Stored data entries
--

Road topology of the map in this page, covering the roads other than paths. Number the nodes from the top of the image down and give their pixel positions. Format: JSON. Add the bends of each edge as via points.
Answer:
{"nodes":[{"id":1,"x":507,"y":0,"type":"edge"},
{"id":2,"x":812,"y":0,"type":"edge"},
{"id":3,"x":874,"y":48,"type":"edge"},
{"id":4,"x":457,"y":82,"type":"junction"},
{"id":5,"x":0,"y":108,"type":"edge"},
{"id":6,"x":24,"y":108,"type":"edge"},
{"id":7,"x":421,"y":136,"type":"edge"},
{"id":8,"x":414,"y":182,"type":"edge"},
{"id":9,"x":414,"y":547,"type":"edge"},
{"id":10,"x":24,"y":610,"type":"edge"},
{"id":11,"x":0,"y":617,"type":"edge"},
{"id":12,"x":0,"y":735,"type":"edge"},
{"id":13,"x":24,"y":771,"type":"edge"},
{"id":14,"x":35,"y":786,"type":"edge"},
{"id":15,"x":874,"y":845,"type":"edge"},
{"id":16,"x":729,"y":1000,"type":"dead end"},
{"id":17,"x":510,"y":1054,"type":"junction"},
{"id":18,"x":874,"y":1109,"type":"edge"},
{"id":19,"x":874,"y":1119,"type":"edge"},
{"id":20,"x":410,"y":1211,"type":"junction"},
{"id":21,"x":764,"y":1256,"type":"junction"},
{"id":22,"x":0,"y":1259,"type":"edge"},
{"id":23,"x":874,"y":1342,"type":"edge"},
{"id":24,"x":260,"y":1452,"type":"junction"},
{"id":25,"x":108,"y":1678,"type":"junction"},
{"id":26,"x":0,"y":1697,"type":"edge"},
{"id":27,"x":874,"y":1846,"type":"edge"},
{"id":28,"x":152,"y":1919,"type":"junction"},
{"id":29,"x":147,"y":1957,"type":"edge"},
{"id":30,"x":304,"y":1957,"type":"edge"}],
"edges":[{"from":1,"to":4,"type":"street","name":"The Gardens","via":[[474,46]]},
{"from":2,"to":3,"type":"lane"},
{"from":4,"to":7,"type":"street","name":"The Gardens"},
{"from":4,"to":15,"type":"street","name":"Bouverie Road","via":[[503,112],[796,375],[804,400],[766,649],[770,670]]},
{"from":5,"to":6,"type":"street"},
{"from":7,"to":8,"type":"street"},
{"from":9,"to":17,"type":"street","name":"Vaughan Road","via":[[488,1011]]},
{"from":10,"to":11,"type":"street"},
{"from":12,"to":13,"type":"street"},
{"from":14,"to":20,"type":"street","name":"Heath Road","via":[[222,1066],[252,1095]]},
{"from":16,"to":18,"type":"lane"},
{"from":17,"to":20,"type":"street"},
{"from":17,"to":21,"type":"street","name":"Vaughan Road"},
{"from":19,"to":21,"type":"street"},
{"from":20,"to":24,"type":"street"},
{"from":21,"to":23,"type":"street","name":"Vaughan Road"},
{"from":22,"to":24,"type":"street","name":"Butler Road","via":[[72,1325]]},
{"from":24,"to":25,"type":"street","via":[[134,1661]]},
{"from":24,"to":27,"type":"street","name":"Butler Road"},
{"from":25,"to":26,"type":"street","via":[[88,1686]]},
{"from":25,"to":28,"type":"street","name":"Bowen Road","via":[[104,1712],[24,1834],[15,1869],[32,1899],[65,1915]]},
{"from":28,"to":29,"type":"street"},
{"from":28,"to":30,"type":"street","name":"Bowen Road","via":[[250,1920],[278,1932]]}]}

--

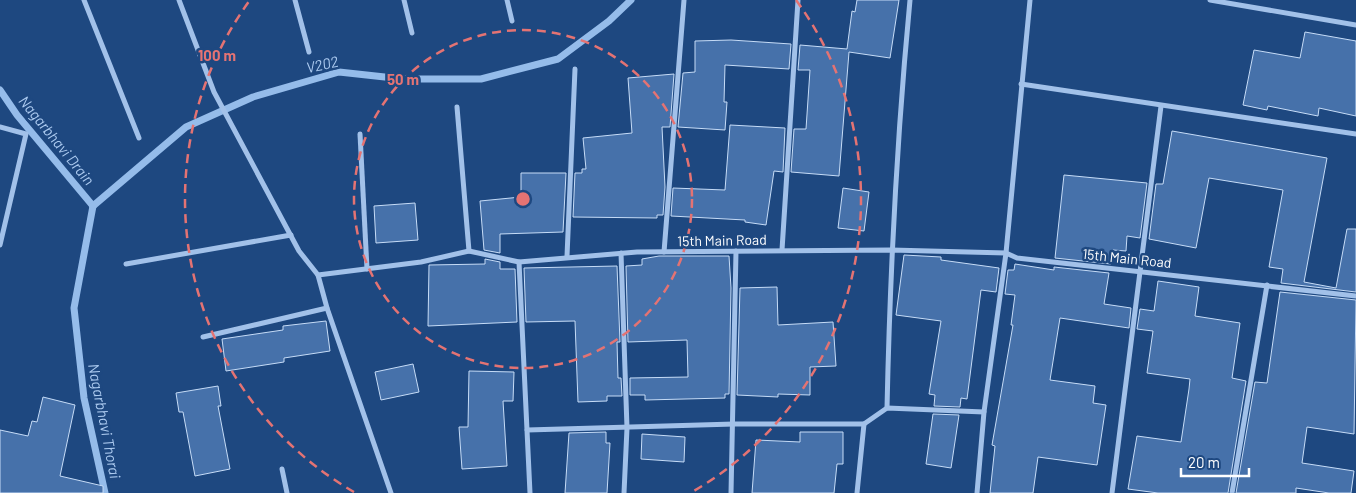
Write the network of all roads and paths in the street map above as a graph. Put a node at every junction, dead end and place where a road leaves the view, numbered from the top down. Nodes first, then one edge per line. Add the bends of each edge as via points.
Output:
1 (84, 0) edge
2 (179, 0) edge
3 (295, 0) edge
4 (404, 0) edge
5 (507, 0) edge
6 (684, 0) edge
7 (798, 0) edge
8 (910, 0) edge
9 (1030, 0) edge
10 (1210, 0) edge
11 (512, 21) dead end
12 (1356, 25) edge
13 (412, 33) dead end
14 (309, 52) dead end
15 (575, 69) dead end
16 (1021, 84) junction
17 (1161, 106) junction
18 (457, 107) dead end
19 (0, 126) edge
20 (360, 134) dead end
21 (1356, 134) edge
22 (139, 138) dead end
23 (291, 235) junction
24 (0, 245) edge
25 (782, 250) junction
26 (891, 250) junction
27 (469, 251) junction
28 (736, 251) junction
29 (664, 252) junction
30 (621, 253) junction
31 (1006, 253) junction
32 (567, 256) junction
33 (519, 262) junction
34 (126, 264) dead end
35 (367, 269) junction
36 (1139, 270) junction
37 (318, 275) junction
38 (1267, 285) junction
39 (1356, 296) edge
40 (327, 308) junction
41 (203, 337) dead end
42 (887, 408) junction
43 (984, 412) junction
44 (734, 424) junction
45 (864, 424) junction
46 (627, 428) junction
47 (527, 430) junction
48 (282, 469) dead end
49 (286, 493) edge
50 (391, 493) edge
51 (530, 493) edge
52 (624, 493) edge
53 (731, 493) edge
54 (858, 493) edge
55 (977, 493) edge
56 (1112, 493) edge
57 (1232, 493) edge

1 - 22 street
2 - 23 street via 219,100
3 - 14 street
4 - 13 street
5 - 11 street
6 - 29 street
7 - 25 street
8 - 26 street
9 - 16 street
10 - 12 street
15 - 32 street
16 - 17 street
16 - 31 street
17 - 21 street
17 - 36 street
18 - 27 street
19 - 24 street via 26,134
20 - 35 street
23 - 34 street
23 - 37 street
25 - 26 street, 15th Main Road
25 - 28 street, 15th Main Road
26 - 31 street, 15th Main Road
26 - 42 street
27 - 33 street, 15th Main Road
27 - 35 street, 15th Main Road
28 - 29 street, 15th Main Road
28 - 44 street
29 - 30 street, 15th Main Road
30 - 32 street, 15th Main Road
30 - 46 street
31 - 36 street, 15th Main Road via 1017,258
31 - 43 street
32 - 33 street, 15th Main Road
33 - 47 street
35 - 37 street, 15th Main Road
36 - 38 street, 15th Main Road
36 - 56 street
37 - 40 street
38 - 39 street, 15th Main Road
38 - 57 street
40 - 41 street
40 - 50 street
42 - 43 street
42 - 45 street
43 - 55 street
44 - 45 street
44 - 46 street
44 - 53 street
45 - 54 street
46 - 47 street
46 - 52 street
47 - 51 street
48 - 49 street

--

### Task description
Wherever a line in the entries holds "each", copy that line.

### Output for this exercise
Road topology of the map in this page, covering the roads other than paths. Number the nodes from the top of the image down and give their pixel positions. Format: JSON. Add the bends of each edge as via points.
Write the network of all roads and paths in the street map above as a graph. Put a node at every junction, dead end and place where a road leaves the view, numbered from the top down. Nodes first, then one edge per line. Add the bends of each edge as via points.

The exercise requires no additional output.